Artists to Watch This Year:
PHOTO CREDIT: Tommy Francis
THE run-down of BBC’s shortlisted ‘artists to watch’ this year…
has concluded and boasts a serious amount of British talent. Not refined and confined to certain genres: the list is the most diverse and Urban-influenced in recent years. Whereas fellow nominee (and eventual winner) RAY BLK is a bit more street-wise and Hip-Hop-influenced; nineteen-year-old Jorja Smith was fourth-placed – and rightfully so. Her music has sensuality and incredible primal power but sources from rather unexpected places. Blue Lights brought samples/spark from Dizzee Rascal’s Sirens; Smith, for another track, took inspiration from a rather unexpected source: seventeen-century composer Henry Purcell.
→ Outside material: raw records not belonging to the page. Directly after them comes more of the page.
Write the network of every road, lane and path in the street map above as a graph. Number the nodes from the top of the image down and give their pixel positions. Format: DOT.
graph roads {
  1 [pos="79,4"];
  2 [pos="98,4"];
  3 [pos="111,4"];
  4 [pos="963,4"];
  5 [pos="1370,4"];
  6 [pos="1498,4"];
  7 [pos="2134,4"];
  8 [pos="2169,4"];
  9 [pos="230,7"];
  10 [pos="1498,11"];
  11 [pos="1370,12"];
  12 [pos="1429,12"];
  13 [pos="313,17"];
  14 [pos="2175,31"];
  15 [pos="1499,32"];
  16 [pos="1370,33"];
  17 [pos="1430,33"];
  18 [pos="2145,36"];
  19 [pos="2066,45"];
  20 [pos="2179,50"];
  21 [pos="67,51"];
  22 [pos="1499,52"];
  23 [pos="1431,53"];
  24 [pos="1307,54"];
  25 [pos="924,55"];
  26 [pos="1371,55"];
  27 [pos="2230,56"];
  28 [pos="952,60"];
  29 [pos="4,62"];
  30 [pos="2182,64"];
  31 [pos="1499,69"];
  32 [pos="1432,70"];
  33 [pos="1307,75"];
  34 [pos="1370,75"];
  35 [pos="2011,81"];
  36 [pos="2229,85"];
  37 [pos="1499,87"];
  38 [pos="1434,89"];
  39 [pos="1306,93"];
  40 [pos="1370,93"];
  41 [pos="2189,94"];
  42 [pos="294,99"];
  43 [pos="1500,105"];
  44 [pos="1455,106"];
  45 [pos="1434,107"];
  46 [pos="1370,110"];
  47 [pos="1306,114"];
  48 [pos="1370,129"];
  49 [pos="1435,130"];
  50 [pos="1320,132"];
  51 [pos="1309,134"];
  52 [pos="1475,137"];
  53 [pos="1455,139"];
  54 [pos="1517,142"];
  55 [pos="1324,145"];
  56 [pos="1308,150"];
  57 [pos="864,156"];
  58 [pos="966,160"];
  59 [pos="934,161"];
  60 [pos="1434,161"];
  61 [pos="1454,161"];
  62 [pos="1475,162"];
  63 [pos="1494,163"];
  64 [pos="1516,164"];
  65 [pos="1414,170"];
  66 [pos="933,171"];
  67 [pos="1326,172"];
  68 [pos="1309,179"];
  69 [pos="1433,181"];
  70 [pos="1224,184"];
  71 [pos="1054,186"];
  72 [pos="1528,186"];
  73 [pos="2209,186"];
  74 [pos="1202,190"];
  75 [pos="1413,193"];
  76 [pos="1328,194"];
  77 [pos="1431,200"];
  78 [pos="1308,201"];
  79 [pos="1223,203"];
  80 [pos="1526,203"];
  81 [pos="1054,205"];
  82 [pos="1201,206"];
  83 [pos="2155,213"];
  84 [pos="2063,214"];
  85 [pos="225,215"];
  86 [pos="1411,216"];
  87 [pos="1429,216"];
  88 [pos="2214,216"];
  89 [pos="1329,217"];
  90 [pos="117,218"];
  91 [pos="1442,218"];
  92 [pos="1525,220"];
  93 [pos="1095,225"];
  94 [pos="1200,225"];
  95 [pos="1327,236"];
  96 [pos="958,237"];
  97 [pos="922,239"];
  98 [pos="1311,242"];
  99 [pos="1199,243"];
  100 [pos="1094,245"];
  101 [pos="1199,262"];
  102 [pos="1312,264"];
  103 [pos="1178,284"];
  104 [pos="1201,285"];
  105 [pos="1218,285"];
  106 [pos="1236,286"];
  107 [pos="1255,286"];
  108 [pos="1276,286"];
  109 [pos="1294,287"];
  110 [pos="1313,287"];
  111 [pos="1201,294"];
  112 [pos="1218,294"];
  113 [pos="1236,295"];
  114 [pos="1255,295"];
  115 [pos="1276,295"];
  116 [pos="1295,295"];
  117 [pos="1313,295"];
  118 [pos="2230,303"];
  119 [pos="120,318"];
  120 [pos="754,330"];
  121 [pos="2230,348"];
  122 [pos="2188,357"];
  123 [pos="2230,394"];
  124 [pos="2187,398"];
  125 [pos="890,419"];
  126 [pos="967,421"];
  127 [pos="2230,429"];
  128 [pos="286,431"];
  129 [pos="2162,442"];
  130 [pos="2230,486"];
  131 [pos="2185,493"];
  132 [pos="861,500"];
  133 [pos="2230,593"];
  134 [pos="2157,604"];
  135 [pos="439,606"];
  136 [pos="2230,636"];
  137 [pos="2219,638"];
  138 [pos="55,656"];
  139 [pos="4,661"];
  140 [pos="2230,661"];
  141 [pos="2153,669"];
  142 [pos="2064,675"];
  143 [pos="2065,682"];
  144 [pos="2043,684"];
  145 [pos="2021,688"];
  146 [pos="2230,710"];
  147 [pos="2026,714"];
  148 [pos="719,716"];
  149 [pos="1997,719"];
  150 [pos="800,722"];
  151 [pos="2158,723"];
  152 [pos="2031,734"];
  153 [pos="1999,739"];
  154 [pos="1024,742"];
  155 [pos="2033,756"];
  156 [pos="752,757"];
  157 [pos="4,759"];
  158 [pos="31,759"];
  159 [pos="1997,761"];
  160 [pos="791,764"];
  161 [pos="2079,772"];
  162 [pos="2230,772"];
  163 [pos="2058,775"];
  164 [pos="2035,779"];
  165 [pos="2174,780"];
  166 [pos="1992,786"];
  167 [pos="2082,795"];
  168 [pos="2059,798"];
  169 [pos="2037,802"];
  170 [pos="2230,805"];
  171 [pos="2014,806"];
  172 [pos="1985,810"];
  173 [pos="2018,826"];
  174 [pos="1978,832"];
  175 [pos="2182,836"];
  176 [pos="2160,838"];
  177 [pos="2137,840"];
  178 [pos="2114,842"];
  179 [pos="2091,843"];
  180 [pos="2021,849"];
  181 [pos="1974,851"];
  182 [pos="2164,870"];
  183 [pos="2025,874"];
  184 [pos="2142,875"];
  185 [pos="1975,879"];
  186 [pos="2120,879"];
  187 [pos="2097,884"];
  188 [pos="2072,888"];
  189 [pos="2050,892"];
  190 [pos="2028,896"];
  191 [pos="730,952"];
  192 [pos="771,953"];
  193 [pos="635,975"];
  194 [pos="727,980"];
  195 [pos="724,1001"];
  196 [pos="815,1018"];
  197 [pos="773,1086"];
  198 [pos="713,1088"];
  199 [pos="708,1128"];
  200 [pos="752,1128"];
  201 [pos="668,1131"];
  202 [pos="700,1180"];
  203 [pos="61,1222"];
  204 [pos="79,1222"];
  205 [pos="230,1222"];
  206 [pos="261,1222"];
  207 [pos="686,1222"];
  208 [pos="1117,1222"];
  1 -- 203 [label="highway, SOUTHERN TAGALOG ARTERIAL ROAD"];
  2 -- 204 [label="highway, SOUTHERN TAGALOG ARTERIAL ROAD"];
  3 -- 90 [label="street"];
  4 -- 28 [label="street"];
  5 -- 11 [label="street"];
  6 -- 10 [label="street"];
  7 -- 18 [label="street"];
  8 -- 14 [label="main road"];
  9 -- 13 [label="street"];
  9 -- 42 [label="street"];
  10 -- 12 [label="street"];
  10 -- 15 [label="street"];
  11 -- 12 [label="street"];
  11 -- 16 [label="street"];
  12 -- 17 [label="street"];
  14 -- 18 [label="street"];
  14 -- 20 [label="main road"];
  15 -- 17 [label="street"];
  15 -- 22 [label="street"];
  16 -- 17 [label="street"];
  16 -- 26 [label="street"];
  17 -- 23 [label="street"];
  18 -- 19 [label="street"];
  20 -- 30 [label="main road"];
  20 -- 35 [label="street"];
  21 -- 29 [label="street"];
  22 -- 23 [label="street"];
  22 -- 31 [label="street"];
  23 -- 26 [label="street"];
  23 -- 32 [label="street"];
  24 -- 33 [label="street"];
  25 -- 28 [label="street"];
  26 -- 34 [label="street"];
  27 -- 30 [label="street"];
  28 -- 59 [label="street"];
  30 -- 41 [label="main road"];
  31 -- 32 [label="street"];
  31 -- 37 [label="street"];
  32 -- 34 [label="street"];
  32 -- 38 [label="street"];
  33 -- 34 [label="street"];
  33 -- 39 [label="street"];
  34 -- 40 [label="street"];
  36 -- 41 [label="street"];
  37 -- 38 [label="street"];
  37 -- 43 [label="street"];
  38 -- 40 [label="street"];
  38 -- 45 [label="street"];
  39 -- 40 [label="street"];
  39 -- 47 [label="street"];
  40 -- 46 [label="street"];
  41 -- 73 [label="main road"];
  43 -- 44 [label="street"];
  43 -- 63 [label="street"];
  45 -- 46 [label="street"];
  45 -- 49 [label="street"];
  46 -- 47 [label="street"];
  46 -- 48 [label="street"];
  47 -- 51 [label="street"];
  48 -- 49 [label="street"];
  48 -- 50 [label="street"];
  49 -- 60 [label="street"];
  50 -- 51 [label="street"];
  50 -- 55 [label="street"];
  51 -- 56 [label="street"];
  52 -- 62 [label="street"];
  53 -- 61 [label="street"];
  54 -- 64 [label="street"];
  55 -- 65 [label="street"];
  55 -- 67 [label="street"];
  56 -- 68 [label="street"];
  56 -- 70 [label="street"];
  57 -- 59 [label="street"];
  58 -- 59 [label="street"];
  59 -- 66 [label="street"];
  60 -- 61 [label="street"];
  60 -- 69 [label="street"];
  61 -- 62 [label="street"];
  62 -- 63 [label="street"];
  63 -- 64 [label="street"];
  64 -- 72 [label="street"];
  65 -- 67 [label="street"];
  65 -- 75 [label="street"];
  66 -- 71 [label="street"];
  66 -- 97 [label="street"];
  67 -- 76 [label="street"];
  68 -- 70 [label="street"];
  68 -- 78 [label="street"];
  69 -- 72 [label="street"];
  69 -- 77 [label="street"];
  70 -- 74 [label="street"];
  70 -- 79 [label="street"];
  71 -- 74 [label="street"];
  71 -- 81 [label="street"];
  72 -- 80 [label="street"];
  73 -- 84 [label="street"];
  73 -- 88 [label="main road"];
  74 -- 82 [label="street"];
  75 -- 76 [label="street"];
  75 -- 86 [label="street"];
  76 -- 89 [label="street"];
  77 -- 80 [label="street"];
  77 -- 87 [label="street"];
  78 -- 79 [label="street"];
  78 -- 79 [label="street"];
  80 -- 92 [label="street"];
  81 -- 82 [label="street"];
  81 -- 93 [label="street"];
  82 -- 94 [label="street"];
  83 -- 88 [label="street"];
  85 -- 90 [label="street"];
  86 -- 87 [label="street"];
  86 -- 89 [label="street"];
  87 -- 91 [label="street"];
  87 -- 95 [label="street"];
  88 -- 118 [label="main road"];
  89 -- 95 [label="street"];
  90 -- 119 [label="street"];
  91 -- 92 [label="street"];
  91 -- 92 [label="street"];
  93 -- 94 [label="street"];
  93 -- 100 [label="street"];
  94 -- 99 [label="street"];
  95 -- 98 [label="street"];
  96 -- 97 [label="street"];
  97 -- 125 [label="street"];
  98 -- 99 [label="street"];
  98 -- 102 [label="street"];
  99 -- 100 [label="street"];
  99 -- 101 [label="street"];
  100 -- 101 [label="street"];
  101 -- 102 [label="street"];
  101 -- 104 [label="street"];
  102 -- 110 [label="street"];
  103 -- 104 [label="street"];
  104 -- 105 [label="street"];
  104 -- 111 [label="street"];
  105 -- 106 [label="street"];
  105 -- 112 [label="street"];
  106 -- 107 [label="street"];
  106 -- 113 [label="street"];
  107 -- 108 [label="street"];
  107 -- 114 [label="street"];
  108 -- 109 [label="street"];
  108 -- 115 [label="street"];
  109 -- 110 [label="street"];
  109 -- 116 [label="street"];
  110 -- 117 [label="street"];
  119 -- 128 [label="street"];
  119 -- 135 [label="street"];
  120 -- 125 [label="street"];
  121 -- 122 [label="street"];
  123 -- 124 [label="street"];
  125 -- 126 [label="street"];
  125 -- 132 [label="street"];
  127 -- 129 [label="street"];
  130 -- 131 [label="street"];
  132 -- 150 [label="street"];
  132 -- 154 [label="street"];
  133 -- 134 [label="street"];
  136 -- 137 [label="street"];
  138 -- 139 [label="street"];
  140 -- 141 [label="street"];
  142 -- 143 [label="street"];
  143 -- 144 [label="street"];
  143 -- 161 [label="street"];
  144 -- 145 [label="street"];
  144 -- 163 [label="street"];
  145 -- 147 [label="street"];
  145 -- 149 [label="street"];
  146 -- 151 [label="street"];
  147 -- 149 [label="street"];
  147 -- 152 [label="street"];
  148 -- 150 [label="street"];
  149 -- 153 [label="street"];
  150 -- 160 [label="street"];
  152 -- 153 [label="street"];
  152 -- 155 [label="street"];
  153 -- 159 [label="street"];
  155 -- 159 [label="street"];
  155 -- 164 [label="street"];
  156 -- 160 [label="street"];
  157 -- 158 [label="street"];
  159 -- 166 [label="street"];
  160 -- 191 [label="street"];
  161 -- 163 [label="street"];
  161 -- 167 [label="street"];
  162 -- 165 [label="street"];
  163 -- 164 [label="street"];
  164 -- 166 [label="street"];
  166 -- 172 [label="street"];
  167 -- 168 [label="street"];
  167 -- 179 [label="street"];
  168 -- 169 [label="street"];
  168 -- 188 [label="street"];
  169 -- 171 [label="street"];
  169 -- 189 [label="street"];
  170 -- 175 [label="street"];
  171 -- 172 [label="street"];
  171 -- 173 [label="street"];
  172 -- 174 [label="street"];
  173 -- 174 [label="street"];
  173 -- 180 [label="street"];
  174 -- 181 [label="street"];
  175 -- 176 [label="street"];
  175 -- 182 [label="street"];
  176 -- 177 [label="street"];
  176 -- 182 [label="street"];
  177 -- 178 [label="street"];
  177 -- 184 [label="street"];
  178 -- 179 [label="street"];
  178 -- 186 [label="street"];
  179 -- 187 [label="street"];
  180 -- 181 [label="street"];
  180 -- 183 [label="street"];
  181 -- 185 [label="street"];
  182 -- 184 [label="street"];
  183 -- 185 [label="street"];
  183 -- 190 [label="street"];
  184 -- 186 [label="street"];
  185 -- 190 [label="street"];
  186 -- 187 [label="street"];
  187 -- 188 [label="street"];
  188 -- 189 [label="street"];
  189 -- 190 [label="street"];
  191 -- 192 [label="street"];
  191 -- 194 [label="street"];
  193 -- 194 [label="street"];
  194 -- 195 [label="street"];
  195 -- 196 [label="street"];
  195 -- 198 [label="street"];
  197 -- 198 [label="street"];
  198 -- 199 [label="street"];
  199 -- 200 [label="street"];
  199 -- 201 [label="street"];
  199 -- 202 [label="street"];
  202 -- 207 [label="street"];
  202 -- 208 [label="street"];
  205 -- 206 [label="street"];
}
You cannot draw a line through those artists: there is no shared D.N.A. or any common traits. In other musicians’ hands, there might be some pretentiousness and insincerity bringing together a Bow Grime legend and Classical composer but Smith is as pure and free-from-any-ego as they come. Comparisons have been made with Amy Winehouse by many: you detect similar Blues/Jazz oeuvres and that gutsy, heart-aching potency – a mix of tragedy and seductiveness Winehouse was famed for.
Smith has no plans to rush into a record deal and is free and unobstructed to make the music she wants to – without the demands and control of executives. Because of this, tracks like Where Do I Go Now? – the video was filmed on her aunt’s stairs, no less – is the sound of a young woman discovering who she is and making her way in music.
There are no agendas and clichés: just an assured and multi-talented singer-songwriter who is going to be around for the long haul. Before arriving at her current plans and tour dates, I have been looking at some interviews she conducted: a chance to learn about the Walsall-born artist and what motivates her. Speaking with BBC regarding her ‘Sound of…’ nomination, Smith mentioned her musical icons (Winehouse was mentioned alongside Damien Marley, Mos Def and FKA twigs). Family is an important drive and support for her. In fact, Smith’s dad helped her songwriting and chipped in the final line for the song, So Lonely:
“At home I’d come downstairs with an idea and say, “What do you think of this?” He’d be like, “I can’t hear the chorus, maybe change that”. It was all constructive criticism…Originally the line was, “So lonely now my friend”. My dad was like, “How about you change it to, ‘So lonely has become my friend?'”. I was like, “Oh that sounds really good.” I told him I was going to shout him out at the first show I did”.
Smith went on to explain the origins of her song, Blue Lights (“I used to catch the number four bus and I have two friends, and I based it on them because they are stereotypically what I’m talking about in the song. They were the type of boys who would be like, “Ah, police, the feds are coming“) and got a message from Dizzee himself – who vibed to the song and gave it a hearty thumbs-up. There is something modern and vintage about Jorja Smith and the music she makes. Previous BBC nominees and tipped artists have been too Pop-based and very predictable. This year, there are acts heralded who write the most obvious and uninspired songs you’ll hear. Smith, by contrast, is a real songwriter whose degree of truthfulness is hard to find – she is very much in 2017 and aware of her surroundings.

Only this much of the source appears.